Data for the task -

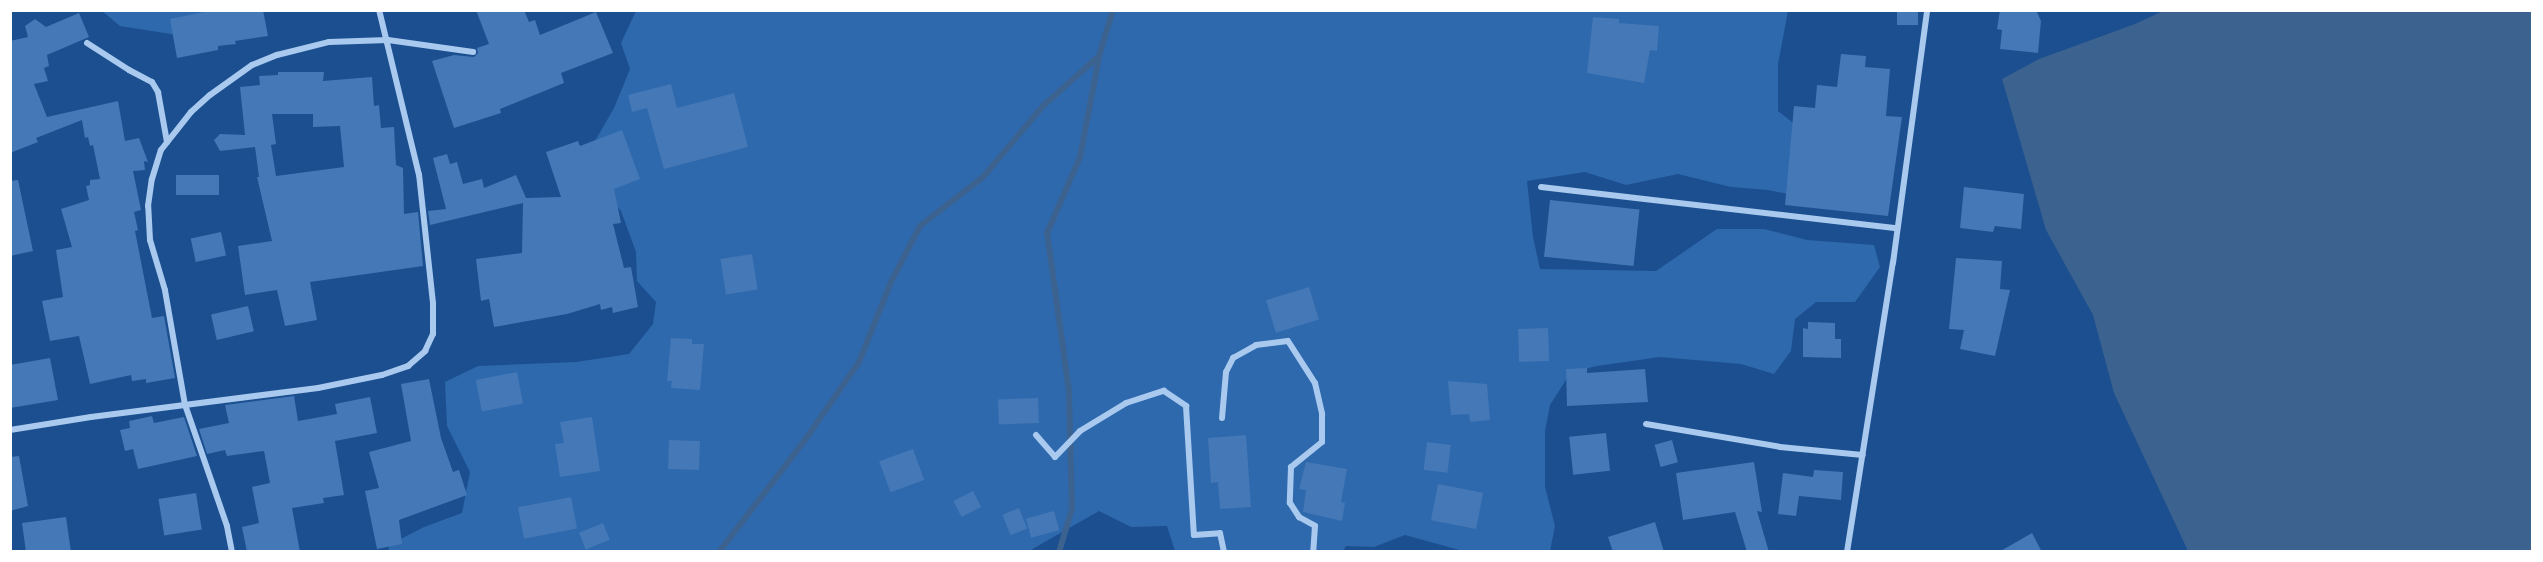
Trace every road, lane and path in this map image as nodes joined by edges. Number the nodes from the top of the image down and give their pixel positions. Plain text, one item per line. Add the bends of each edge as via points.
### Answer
1 (379, 10) edge
2 (1927, 10) edge
3 (388, 40) junction
4 (87, 43) dead end
5 (473, 52) dead end
6 (167, 141) junction
7 (1540, 187) dead end
8 (1897, 228) junction
9 (185, 405) junction
10 (1222, 418) dead end
11 (1646, 424) dead end
12 (10, 430) edge
13 (1036, 435) dead end
14 (1863, 455) junction
15 (232, 552) edge
16 (1224, 552) edge
17 (1313, 552) edge
18 (1847, 552) edge

1 - 3 street
2 - 8 street
3 - 5 street
3 - 6 street via 311,45 252,65 191,111
3 - 9 street via 419,175 433,303 434,333 425,351 408,366 382,375 318,388
4 - 6 street via 152,82 158,92
6 - 9 street via 152,179 148,206 150,240 165,290
7 - 8 street
8 - 14 street
9 - 12 street
9 - 15 street
10 - 17 street via 1226,372 1233,358 1256,345 1288,341 1315,383 1322,414 1322,442 1291,467 1290,503 1299,518 1315,526
11 - 14 street via 1780,447
13 - 16 street via 1055,457 1080,431 1126,403 1164,391 1186,406 1194,535 1220,533
14 - 18 street

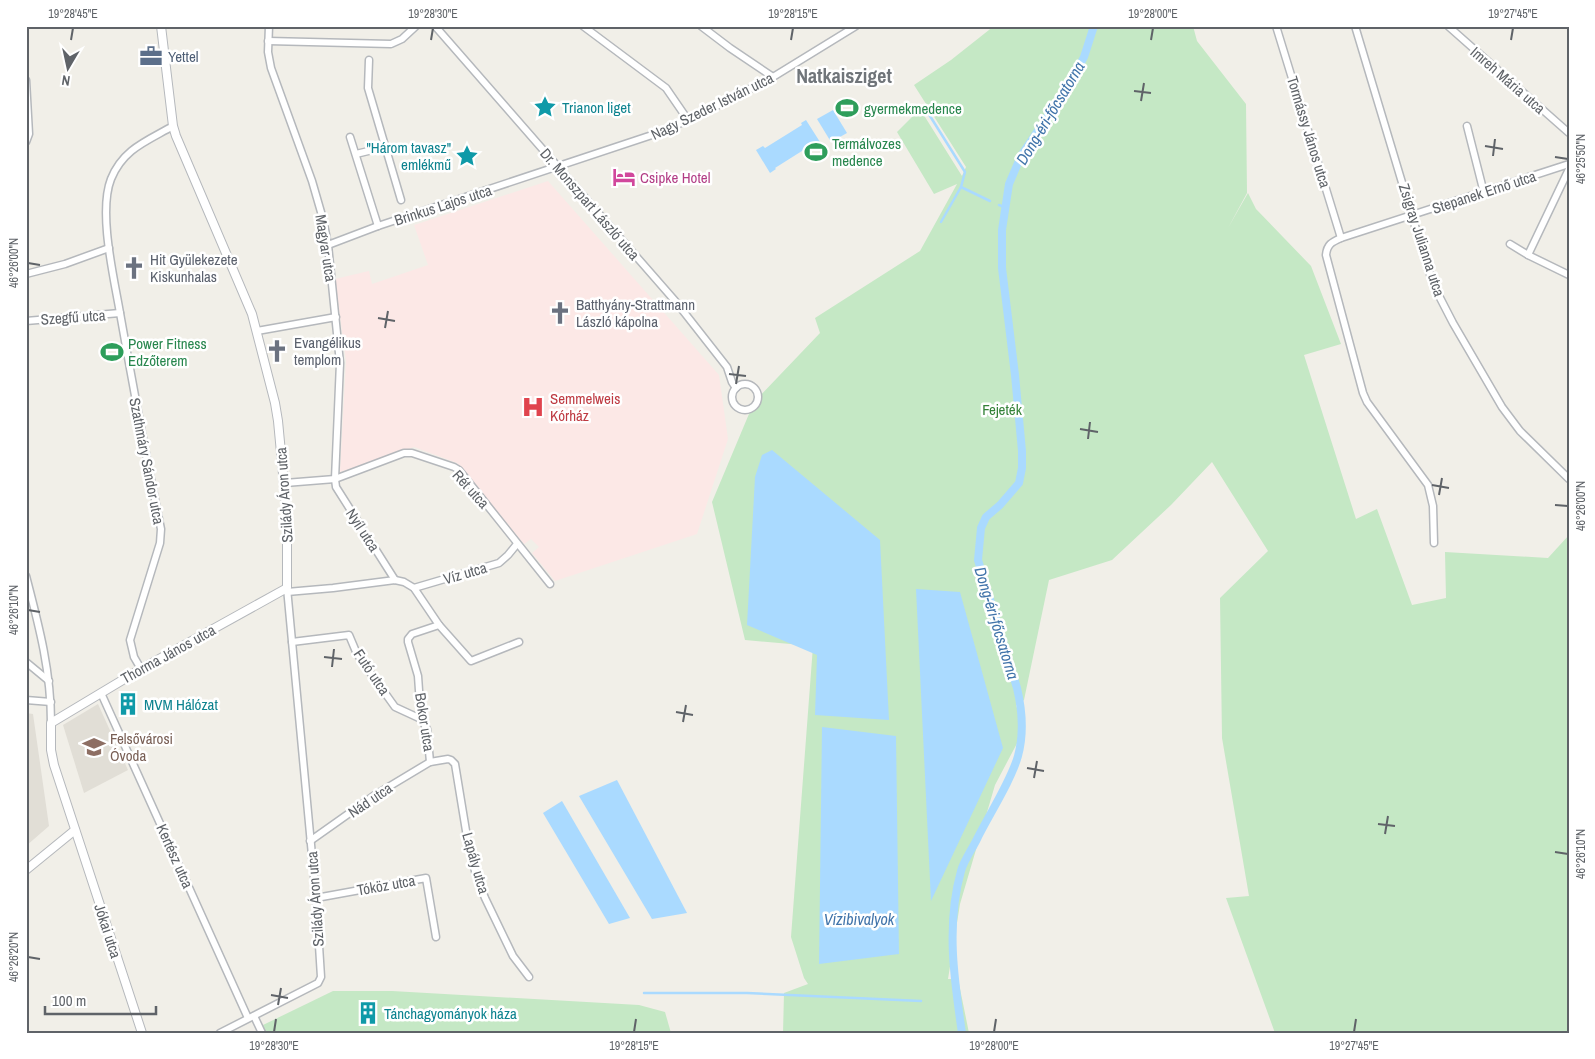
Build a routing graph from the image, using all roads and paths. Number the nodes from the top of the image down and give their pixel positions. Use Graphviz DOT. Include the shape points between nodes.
graph roads {
  1 [pos="161,26"];
  2 [pos="269,26"];
  3 [pos="416,26"];
  4 [pos="434,26"];
  5 [pos="583,26"];
  6 [pos="701,26"];
  7 [pos="856,26"];
  8 [pos="1276,26"];
  9 [pos="1355,26"];
  10 [pos="1448,26"];
  11 [pos="268,41"];
  12 [pos="369,60"];
  13 [pos="773,77"];
  14 [pos="26,80"];
  15 [pos="688,120"];
  16 [pos="173,126"];
  17 [pos="1467,126"];
  18 [pos="1569,133"];
  19 [pos="350,137"];
  20 [pos="26,142"];
  21 [pos="385,147"];
  22 [pos="356,154"];
  23 [pos="1569,164"];
  24 [pos="558,167"];
  25 [pos="1569,169"];
  26 [pos="1484,193"];
  27 [pos="401,200"];
  28 [pos="1413,215"];
  29 [pos="378,226"];
  30 [pos="1341,238"];
  31 [pos="1510,244"];
  32 [pos="328,245"];
  33 [pos="109,248"];
  34 [pos="1528,255"];
  35 [pos="26,274"];
  36 [pos="1569,275"];
  37 [pos="120,313"];
  38 [pos="336,317"];
  39 [pos="26,321"];
  40 [pos="257,331"];
  41 [pos="736,388"];
  42 [pos="335,479"];
  43 [pos="1569,479"];
  44 [pos="285,482"];
  45 [pos="1434,543"];
  46 [pos="517,544"];
  47 [pos="26,576"];
  48 [pos="394,580"];
  49 [pos="550,584"];
  50 [pos="414,588"];
  51 [pos="287,590"];
  52 [pos="438,626"];
  53 [pos="292,642"];
  54 [pos="519,642"];
  55 [pos="26,662"];
  56 [pos="141,669"];
  57 [pos="49,681"];
  58 [pos="101,693"];
  59 [pos="26,700"];
  60 [pos="51,702"];
  61 [pos="421,719"];
  62 [pos="50,723"];
  63 [pos="430,762"];
  64 [pos="75,830"];
  65 [pos="310,841"];
  66 [pos="26,870"];
  67 [pos="316,898"];
  68 [pos="436,938"];
  69 [pos="529,977"];
  70 [pos="251,1017"];
  71 [pos="142,1033"];
  72 [pos="220,1033"];
  73 [pos="262,1033"];
  1 -- 16 [label="street, Szilády Áron utca"];
  2 -- 11 [label="street, Magyar utca"];
  3 -- 11 [label="street" via="402,40 390,44"];
  4 -- 24 [label="street, Dr. Monszpart László utca"];
  5 -- 15 [label="street" via="666,88"];
  6 -- 13 [label="street"];
  7 -- 13 [label="street, Nagy Szeder István utca"];
  8 -- 30 [label="street, Tormássy János utca"];
  9 -- 28 [label="street, Zsigray Julianna utca"];
  10 -- 18 [label="street, Imreh Mária utca"];
  11 -- 32 [label="street, Magyar utca" via="271,68 312,181"];
  12 -- 21 [label="street" via="368,88"];
  13 -- 15 [label="street, Nagy Szeder István utca"];
  14 -- 20 [label="street" via="30,134"];
  15 -- 24 [label="street, Nagy Szeder István utca"];
  16 -- 33 [label="street, Szathmáry Sándor utca" via="128,153 116,168 106,197"];
  16 -- 40 [label="street, Szilády Áron utca"];
  17 -- 26 [label="street"];
  19 -- 22 [label="street"];
  21 -- 22 [label="street"];
  21 -- 27 [label="street"];
  22 -- 29 [label="street"];
  23 -- 26 [label="street, Stepanek Ernő utca"];
  24 -- 29 [label="street, Brinkus Lajos utca"];
  24 -- 41 [label="street, Dr. Monszpart László utca" via="704,336 727,367"];
  25 -- 34 [label="street"];
  26 -- 28 [label="street, Stepanek Ernő utca"];
  28 -- 30 [label="street, Stepanek Ernő utca"];
  28 -- 43 [label="street, Zsigray Julianna utca" via="1437,292 1502,406 1520,431"];
  29 -- 32 [label="street, Brinkus Lajos utca"];
  30 -- 45 [label="street" via="1330,243 1326,255 1361,386 1368,402 1428,485 1433,506"];
  31 -- 34 [label="street"];
  32 -- 38 [label="street, Magyar utca"];
  33 -- 35 [label="street"];
  33 -- 37 [label="street, Szathmáry Sándor utca"];
  34 -- 36 [label="street"];
  37 -- 39 [label="street, Szegfű utca"];
  37 -- 56 [label="street, Szathmáry Sándor utca" via="161,529 160,543 130,640"];
  38 -- 40 [label="street"];
  38 -- 42 [label="street, Magyar utca" via="340,364"];
  40 -- 44 [label="street, Szilády Áron utca" via="275,404"];
  41 -- 41 [label="street" via="732,399 736,406 747,410 754,405 758,398 755,389 747,384"];
  42 -- 44 [label="street"];
  42 -- 46 [label="street, Rét utca" via="404,453 412,453 459,470"];
  42 -- 48 [label="street, Nyíl utca" via="338,491"];
  44 -- 51 [label="street, Szilády Áron utca"];
  46 -- 49 [label="street"];
  46 -- 50 [label="street, Víz utca" via="499,563"];
  47 -- 57 [label="street" via="42,637"];
  48 -- 50 [label="street"];
  48 -- 51 [label="street"];
  50 -- 52 [label="street"];
  51 -- 53 [label="street, Szilády Áron utca"];
  51 -- 56 [label="street, Thorma János utca"];
  52 -- 54 [label="street" via="471,661"];
  52 -- 61 [label="street, Bokor utca" via="412,634 408,639 418,676"];
  53 -- 61 [label="street, Futó utca" via="349,635 357,654 395,707"];
  53 -- 65 [label="street, Szilády Áron utca"];
  55 -- 57 [label="street"];
  56 -- 58 [label="street, Thorma János utca"];
  57 -- 60 [label="street"];
  58 -- 62 [label="street, Thorma János utca"];
  58 -- 70 [label="street, Kertész utca"];
  59 -- 60 [label="street"];
  60 -- 62 [label="street"];
  61 -- 63 [label="street, Bokor utca" via="427,729"];
  62 -- 64 [label="street, Jókai utca" via="52,758"];
  63 -- 65 [label="street, Nád utca" via="375,795"];
  63 -- 69 [label="street, Lapály utca" via="448,759 455,764 476,874 512,956"];
  64 -- 66 [label="street"];
  64 -- 71 [label="street, Jókai utca"];
  65 -- 67 [label="street, Szilády Áron utca"];
  67 -- 68 [label="street, Tóköz utca" via="426,878"];
  67 -- 70 [label="street, Szilády Áron utca" via="321,977 318,983"];
  70 -- 72 [label="street"];
  70 -- 73 [label="street, Kertész utca"];
}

Aim of the task - Among the entries above, tally each line with the string "their" and state that figure only.

Response to the task - 2